Forcing the simple dividend model onto firms that pay no dividend and have no reliable payout path.

For non-constant growth, early dividends are valued one by one first, then a stable-growth model can be used for the later stage.

Why this is correct

Multi-stage valuation separates the unusual early years from the long-run steady stage.

Common trap

Applying one constant-growth formula to the entire life of a firm with changing growth phases.

A larger expected next dividend D₁ increases stock value, holding r and g constant.

Why this is correct

In the Gordon model the dividend is in the numerator, so a bigger next dividend directly raises price.

Common trap

Increasing D₁ while also accidentally changing growth or required return in the same step.

If investors become more risk-averse and require a higher return, the same stock’s estimated value generally falls.

Why this is correct

Higher required return means a larger discount rate, which reduces present value.

Common trap

Thinking the company’s dividends changed when only investor required return changed.

The Gordon model is very sensitive when r is close to g; a small change in either number can cause a big change in price.

Why this is correct

When the denominator becomes very small, even tiny input changes create large valuation swings.

Common trap

Reporting a precise valuation without noticing that r and g are almost equal.

The general dividend valuation model says stock value is the present value of all expected future dividends, not just one or two payments.

Why this is correct

Equity holders own the whole future stream of payouts, so value must reflect the entire expected stream.

Common trap

Stopping after a few dividends without adding a terminal value or long-run stage.

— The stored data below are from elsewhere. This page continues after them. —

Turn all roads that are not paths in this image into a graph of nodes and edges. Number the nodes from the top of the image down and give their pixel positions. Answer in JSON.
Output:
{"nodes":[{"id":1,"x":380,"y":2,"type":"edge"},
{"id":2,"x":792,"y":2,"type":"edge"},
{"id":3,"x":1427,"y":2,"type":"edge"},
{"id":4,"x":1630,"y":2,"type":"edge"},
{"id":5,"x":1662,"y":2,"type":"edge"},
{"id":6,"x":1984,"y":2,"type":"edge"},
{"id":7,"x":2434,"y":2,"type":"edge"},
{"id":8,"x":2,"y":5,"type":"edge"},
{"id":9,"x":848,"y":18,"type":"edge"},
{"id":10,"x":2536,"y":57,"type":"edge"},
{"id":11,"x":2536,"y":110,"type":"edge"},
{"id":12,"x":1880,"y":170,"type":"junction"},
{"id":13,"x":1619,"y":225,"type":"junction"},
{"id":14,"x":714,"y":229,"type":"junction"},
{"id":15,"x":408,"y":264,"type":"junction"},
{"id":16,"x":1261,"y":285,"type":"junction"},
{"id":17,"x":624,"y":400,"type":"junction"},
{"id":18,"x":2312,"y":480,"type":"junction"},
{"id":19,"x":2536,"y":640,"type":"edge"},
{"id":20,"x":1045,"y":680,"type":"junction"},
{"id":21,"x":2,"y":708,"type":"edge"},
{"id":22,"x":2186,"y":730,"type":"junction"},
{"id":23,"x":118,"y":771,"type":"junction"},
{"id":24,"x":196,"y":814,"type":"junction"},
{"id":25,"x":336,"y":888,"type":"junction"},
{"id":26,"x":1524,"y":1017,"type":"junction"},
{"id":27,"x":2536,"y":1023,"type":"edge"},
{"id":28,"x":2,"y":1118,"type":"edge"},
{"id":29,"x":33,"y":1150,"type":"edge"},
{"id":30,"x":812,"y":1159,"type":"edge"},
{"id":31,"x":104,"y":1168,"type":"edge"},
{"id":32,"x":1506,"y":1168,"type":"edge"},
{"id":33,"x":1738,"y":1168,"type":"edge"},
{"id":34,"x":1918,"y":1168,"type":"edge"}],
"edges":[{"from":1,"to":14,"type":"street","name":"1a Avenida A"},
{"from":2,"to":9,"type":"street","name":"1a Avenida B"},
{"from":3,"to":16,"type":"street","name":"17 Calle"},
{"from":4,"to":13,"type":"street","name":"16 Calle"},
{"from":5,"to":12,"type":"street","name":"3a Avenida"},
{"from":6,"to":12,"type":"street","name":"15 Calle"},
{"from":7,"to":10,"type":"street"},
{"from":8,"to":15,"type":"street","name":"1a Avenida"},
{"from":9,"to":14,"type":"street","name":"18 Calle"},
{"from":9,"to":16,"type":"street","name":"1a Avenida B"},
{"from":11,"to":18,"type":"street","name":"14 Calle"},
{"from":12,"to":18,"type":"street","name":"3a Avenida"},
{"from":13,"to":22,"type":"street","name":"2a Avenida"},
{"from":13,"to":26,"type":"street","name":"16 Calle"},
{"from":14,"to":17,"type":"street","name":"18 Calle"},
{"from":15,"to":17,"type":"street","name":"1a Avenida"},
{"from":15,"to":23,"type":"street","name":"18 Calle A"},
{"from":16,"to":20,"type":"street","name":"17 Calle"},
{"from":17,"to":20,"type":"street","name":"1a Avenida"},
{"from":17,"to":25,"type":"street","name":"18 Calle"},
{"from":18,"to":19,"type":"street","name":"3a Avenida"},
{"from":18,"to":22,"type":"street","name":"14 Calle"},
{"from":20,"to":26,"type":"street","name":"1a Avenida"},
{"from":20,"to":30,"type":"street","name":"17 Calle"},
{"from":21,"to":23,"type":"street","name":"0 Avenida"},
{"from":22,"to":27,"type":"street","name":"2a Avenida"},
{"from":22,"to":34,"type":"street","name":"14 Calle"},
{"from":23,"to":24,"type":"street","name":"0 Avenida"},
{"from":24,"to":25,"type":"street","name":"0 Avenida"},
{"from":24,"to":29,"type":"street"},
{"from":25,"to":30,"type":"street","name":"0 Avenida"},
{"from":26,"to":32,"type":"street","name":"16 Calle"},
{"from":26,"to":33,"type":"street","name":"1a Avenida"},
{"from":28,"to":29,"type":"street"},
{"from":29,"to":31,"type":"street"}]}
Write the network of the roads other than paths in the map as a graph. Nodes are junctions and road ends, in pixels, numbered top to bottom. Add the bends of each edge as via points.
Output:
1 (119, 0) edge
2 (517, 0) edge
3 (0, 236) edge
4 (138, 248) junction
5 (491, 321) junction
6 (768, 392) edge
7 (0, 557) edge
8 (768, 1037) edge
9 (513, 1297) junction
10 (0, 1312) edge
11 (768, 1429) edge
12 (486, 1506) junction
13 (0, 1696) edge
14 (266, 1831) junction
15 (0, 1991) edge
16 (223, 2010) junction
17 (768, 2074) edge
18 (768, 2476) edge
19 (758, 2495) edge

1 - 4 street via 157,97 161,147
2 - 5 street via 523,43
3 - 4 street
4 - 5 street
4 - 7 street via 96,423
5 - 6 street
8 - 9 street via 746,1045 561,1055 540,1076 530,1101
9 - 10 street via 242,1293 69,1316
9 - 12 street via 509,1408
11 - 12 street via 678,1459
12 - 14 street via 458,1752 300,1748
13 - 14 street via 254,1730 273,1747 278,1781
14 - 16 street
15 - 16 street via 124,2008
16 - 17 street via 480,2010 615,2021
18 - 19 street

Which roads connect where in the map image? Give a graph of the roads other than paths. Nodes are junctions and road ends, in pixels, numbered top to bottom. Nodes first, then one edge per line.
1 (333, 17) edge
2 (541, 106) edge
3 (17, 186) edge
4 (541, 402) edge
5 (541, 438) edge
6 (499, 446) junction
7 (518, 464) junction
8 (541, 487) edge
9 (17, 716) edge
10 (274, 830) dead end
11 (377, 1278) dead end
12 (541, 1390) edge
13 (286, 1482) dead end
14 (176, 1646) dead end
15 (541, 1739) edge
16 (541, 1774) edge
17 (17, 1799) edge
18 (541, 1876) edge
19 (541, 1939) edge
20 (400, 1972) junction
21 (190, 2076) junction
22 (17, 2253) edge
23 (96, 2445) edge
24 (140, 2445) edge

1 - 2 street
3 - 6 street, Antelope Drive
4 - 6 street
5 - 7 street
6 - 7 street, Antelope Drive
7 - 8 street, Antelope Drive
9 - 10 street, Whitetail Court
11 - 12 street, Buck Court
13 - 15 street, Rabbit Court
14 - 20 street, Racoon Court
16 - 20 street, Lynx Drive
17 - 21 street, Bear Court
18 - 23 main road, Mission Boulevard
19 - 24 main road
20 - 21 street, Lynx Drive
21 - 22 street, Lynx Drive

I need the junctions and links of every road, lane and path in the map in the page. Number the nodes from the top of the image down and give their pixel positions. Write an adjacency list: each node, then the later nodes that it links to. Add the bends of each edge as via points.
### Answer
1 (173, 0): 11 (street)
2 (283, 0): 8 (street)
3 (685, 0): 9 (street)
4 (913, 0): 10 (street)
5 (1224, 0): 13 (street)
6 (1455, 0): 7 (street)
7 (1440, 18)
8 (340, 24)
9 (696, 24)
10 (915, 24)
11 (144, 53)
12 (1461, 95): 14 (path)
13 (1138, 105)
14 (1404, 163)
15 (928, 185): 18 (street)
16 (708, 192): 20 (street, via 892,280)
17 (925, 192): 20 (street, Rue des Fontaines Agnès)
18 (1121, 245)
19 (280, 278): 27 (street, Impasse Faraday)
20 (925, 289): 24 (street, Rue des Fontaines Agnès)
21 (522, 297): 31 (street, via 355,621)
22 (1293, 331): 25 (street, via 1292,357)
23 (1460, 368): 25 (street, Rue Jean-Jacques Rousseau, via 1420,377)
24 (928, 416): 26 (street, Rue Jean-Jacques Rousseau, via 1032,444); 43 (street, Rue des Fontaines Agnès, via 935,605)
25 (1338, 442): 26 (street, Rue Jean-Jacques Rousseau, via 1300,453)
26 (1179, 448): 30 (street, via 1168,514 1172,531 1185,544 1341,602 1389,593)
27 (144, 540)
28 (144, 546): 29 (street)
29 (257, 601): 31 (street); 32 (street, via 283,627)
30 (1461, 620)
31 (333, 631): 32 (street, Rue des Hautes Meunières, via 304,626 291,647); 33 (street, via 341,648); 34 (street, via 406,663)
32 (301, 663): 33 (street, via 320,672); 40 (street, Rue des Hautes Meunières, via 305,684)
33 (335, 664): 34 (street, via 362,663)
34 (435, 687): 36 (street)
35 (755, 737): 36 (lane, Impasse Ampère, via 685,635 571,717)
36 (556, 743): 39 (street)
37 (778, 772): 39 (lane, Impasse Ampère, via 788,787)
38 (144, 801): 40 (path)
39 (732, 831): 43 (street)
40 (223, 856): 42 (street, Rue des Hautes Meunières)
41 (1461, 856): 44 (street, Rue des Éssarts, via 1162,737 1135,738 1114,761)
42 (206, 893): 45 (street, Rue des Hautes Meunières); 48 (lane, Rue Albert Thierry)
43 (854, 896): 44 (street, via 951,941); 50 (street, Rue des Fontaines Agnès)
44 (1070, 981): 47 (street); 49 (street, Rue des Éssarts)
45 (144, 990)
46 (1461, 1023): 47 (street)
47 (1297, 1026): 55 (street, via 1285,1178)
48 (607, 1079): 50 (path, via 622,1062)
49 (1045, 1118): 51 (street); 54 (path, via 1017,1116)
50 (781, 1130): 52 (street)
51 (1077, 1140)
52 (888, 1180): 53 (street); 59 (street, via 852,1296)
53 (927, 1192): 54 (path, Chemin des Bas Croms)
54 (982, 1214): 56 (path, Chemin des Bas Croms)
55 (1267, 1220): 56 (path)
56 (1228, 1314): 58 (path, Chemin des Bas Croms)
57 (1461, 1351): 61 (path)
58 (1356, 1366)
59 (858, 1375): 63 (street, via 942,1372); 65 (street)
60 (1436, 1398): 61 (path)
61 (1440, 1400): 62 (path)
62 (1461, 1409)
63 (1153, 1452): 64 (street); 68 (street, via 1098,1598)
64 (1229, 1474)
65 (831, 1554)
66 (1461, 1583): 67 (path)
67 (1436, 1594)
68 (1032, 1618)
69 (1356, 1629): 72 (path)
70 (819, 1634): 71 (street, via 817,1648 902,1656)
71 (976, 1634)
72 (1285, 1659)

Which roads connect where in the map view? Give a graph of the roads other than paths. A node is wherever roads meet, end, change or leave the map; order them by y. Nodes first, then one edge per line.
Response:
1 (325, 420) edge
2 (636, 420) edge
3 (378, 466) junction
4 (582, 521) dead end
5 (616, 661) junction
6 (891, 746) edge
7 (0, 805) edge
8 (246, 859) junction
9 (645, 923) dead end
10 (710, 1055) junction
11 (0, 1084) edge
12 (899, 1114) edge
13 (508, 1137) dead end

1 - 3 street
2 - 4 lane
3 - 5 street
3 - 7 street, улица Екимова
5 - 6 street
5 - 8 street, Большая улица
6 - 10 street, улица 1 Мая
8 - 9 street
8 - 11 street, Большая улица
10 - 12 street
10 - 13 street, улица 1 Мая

A stock that pays no dividend right now can still have value, but the simple dividend model becomes less practical unless future cash payouts can be forecast.

Why this is correct

Value can still come from future dividends or other eventual shareholder payouts even if current dividends are zero.

Common trap

Concluding that zero current dividend means zero stock value.

In a constant-growth setting, the capital gains yield is expected to equal the growth rate g.

Why this is correct

If dividends and price are expected to grow at the same constant rate, the expected price appreciation rate is g.

Common trap

Adding capital gains yield on top of growth again and double-counting.

The required return in the Gordon model represents the return shareholders demand for the stock’s risk.

Why this is correct

It is the discount rate appropriate for the uncertainty of that stock’s future cash flows.

Common trap

Using a borrowing rate or bond coupon rate instead of the stock’s required return.

A higher dividend yield does not automatically mean a better stock; price, growth, and required return must be considered together.

Why this is correct

A high dividend yield may reflect low growth or higher perceived risk, so it is only one piece of valuation.

Common trap

Ranking stocks using dividend yield alone.

If D₀ is given, you usually need to grow it once to get D₁ before using the Gordon model.

Why this is correct

The formula uses next period’s dividend, so the timing of the dividend input matters.

Common trap

Forgetting the D₀ to D₁ step.

Small differences in assumed growth can create large valuation differences, so growth assumptions should be used carefully.

Why this is correct

Growth affects both the numerator and denominator in constant-growth valuation, making estimates very sensitive.

Common trap

Treating an uncertain growth estimate as if it were exact.